= Joseph Wicks =

American judge

Joseph Wicks (September 19, 1896- January 1984) was a judge of the Okanogan County, Washington and Ferry County, Washington Superior Court, where he served for 15 years, and as one of the defense attorneys in Goldmark vs. Canwell.

==Life and work==
Wicks, one-quarter Cherokee, was born in Braggs, Indian Territory and was enrolled in the Cherokee Nation. He graduated in 1917 from a Baptist Mission school, Bacone College, and joined the U.S. Army, where he served in France during World War I, returning the U.S. in 1919. He attended the University of Oklahoma 1919–1920, then served as a deputy U.S. marshal in Muskogee, Oklahoma 1921–1923. He studied law at George Washington University in Washington, D.C. 1923–1926, and clerked in the Department of Justice. He was admitted to the Oklahoma Bar but did not practice there. Instead, he spent a year working for the U.S. Treasury Department before becoming an FBI agent, a position he held until 1928. According to Lawney Reyes, he worked closely with Eliot Ness, and was instrumental in putting Al Capone in prison.

He briefly went into private practice in 1928 in Alaska, but soon relocated to Washington state, his home for the rest of his life. He practiced law in Seattle, Grand Coulee and Okanogan. He came to Grand Coulee around the time construction was beginning on the Grand Coulee Dam. He became Grand Coulee's first city attorney, despite being a Republican in the overwhelmingly Democratic town. He was elected a Washington Superior Court judge in 1946, serving in Okanogan and Ferry counties until 1960.

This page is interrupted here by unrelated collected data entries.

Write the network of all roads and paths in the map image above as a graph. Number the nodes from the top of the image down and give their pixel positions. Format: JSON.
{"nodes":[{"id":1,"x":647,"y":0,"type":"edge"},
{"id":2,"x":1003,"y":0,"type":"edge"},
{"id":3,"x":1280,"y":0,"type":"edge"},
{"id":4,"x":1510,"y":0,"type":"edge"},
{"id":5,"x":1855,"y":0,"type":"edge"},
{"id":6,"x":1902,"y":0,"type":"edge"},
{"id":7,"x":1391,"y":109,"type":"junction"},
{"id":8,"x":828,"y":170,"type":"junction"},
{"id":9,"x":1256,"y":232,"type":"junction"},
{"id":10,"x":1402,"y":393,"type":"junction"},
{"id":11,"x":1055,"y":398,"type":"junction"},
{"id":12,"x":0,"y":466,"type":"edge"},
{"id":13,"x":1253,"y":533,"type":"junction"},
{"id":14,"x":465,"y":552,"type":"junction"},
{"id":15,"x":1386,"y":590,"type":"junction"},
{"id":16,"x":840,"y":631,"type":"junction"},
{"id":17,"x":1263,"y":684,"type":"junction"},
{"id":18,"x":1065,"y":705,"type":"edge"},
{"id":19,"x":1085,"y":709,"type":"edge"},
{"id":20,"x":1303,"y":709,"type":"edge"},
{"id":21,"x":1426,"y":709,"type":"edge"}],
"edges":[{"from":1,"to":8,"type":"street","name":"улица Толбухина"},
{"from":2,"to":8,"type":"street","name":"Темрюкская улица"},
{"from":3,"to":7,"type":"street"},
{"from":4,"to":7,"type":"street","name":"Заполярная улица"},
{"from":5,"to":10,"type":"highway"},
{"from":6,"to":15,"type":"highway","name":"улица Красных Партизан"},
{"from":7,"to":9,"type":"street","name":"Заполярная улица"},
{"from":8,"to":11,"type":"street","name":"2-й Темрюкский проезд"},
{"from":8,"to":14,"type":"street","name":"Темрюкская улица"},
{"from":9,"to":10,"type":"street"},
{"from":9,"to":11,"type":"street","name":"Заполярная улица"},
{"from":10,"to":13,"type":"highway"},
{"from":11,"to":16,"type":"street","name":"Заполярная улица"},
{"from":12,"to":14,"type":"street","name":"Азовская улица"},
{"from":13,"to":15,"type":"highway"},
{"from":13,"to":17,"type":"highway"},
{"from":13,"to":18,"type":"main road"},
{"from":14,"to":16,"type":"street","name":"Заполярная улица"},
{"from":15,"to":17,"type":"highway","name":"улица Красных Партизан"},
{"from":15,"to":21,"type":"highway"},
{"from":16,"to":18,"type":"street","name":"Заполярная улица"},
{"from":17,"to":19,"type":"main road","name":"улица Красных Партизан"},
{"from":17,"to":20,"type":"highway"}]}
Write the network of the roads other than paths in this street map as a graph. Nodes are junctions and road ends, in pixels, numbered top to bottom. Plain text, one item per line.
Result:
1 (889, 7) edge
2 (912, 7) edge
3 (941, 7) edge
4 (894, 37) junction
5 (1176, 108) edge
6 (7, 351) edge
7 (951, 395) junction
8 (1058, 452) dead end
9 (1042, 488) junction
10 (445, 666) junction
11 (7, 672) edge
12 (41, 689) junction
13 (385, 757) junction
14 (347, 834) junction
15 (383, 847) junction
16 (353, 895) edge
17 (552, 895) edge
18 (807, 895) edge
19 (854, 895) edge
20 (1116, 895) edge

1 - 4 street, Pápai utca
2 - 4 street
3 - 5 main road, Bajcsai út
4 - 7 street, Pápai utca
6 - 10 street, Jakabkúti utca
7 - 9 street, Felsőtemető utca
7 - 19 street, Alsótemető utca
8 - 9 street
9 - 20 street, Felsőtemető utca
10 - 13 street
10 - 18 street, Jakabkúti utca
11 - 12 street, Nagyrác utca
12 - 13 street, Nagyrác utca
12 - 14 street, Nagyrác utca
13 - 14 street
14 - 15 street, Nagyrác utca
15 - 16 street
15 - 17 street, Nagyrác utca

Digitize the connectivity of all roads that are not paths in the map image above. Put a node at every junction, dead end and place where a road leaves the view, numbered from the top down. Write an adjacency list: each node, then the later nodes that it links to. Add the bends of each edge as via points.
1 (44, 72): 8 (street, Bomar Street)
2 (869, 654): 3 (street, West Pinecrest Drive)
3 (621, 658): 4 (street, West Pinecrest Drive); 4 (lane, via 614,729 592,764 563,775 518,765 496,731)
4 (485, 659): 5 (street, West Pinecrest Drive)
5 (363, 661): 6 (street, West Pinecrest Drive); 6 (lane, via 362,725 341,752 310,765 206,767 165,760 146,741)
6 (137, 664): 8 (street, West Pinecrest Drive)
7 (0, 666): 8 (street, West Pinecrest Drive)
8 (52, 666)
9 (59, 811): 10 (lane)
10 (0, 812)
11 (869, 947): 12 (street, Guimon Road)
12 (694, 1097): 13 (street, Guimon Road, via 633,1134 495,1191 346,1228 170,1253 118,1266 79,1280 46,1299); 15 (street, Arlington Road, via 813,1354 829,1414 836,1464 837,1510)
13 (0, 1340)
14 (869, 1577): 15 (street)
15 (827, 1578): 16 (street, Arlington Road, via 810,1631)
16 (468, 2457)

After leaving the bench, he returned to private practice, establishing Wicks Thomas firm in Okanogan. In 1963 and 1964 Wicks served as one of the defense attorneys in Goldmark vs. Canwell, in which state legislator John Goldmark unsuccessfully brought a libel action against Albert F. Canwell, who accused him of being a member of the Communist Party. From 1965 to 1970 he was tribal attorney for the Colville Confederated Tribes. In 1973 he served on pro tempore on the Washington Supreme Court, dealing with the constitutional questions of Yelle vs. Kramer.